Kapitalismus unter Hammer und Sichel – keine andere autoritäre Partei auf der Welt ist schon so lange an der Macht wie die Kommunistische Partei Chinas

Die Kommunistische Partei Chinas ist heute vor allem eine Eliteorganisation der Reichen und der Mächtigen im Land

VonFelix Lee

Der Regen kam ihnen gelegen. 13 Männer trafen sich Ende Juli 1921 auf einem Ausflugsboot auf einem See rund 90 Kilometer südwestlich von Schanghai, lautet die Legende. Aus Furcht vor Polizeispitzeln mussten sie ihren Kongress in einem Backsteinhaus unterbrechen. Die 13 setzten ihr Gründungstreffen auf dem Boot fort.

Angesichts des schlechten Wetters waren nur wenige andere Touristen auf dem See. Trotzdem verstummten sie, sobald jemand an ihnen vorbeifuhr. Sie saßen an einem Tisch und hatten ein Ma­jiang-Spiel vor sich ausgebreitet. Doch nur zum Schein. Gespielt wurde nicht, sondern heftig diskutiert. Einer dieser 13 war ein hochgewachsener Geschichtslehrer in abgewetzter Hose und Arbeiterjacke aus der Provinz Jiangxi. Sein Name: Mao Tse-tung.
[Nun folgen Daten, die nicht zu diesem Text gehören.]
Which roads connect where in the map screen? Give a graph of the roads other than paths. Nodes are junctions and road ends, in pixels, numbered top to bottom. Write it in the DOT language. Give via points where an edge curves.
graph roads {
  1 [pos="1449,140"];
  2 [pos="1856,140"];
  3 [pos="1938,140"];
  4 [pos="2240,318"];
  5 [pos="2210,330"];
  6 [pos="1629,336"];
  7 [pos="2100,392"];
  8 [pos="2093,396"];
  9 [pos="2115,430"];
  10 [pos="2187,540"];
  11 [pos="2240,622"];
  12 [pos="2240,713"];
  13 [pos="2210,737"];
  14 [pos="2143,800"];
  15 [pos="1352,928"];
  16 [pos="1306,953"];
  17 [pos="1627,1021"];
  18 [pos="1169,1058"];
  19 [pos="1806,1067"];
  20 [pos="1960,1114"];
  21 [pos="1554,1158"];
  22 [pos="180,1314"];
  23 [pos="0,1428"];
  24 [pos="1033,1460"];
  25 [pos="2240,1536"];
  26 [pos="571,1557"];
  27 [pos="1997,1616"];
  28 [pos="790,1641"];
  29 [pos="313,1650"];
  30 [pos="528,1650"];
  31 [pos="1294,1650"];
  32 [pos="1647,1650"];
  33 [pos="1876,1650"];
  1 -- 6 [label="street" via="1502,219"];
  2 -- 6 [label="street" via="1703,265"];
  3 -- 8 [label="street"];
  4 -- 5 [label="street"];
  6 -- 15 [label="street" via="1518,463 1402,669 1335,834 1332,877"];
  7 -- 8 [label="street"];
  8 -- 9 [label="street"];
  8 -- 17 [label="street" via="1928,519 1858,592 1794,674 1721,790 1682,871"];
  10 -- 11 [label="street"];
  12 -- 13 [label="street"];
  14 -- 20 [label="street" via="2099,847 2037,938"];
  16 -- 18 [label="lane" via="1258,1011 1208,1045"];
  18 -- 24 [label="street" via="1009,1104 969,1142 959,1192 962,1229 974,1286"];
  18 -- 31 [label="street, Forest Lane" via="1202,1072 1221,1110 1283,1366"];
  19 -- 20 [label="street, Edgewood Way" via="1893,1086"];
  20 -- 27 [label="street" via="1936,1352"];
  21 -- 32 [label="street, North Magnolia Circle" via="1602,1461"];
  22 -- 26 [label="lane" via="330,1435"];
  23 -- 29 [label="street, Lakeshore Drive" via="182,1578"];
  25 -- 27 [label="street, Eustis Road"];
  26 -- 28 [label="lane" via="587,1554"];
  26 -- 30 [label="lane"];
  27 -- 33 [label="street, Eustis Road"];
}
Auch wenn das Gründungstreffen auf Ende Juli zurückgeht – die kommunistische Führung beginnt die Feierlichkeiten rund um das einhundertjährige Jubiläum ihrer Partei bereits am 1. Juli. Einen Monat lang wollen die Funk­tio­näre feiern. Doch statt Revolutionäre in Arbeiter- und Bauernkluft dürften sich bei den Empfängen vor allem Parteikader und karriereorientierte Managertypen in teuren Markenanzügen die Hände schütteln. Denn die Kommunistische Partei Chinas ist heute vor allem eine Eliteorganisation der Reichen und Mächtigen.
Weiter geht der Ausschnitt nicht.